Arithmetic expression grammar in prefix notation (Java Cup)

1.9k views Asked by At

I'm writting a grammar for arithmetic expression in prefix notation. However I have an issue when parsing negative numbers or substraction. Grammar example is this:

precedence right +, -;
precedence right *, /;
precedence right uminus;

E ::= + E E
   |  - E E
   |  * E E
   |  / E E
   |  ( E )
   |  - E %prec uminus
   |  id
   |  digit
   ;

But if my input is - 5 4, it reduces 5 as E, next it reduces - E (negative) and then parser gives me a syntax error at 4. The correct one should be 5 as E, next 4 as E and then - E E as E. How can I solve this problem using associativity? or do I need to rewrite my grammar?

2

There are 2 answers

4
rici On BEST ANSWER

(Promoted from comment)

Your grammar really is ambiguous, and precedence declarations won't help you a bit.

Consider the input the input consisting of N - tokens, followed by M 1 tokens.

- - - - - - - ... - 1 1 1 ... 1

In order for this to be an expression, M-1 of the - tokens must be binary, and the remaining N-(M-1) unary, but there is no way to tell which is which (unless they are all binary).

Even if you arbitrarily say that the first N-(M-1) -s are unary, you can't tell what the value of N-(M-1) is until you read the entire input, which means you can't parse with a finite lookahead.

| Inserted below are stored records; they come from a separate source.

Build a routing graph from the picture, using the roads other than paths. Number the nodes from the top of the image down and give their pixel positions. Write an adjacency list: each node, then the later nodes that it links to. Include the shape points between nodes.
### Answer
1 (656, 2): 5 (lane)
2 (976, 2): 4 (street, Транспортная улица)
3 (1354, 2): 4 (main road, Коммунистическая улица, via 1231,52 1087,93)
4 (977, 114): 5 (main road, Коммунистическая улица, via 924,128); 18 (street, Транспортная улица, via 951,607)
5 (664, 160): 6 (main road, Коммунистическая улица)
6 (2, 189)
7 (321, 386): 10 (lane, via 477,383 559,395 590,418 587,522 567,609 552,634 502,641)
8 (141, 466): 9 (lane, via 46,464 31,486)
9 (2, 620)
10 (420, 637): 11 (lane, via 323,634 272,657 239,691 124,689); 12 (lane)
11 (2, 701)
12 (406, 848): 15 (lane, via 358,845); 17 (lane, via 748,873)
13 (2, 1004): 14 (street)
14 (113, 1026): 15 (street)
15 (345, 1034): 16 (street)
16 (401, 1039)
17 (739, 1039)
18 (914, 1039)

But the whole point of prefix notation is to avoid the need for parentheses. Arbitrary declarations like the above make it impossible to represent alternative interpretations, so that some expressions would be impossible to represent in prefix notation. That's just plain wrong.

Here's a simple case:

- 5 - - - 4 3 1

is either

5 - (- (4 - (3 - 1)))
5 - ((- (4 - 3)) - 1)
5 - (((- 4) - 3) - 1)

In prefix notation, you need to declare the "arity" of every operator, either implicitly (every operator has a known number of arguments), or explicitly using a notation like this, borrowed from Prolog:

-/2 5 -/2 -/2 -/1 4 3 1

Alternatively, you can delimit the arguments with mandatory parentheses, as with Lisp/Scheme "s-exprs":

(- 5 (- (- (- 4) 3) 1))
3
Mario Rossi On

In first place, remove all precedence declarations. They are not needed in prefix grammars. In fact, that should be enough to solve the issue in any parser generator. Which one are you using, BTW?

Cup has a finite lookahead. As @rici points out, the ambiguity can't be resolved in this case. What you can do is to restrict the grammar so just one consecutive unary - can be used.

    B ::= E
       |  - E
       ;
    E ::= + B B
       |  - B B
       |  * B B
       |  / B B
       |  ( B )
       |  id
       |  digit
       ;

Please check the above several times as I'm pretty rusty.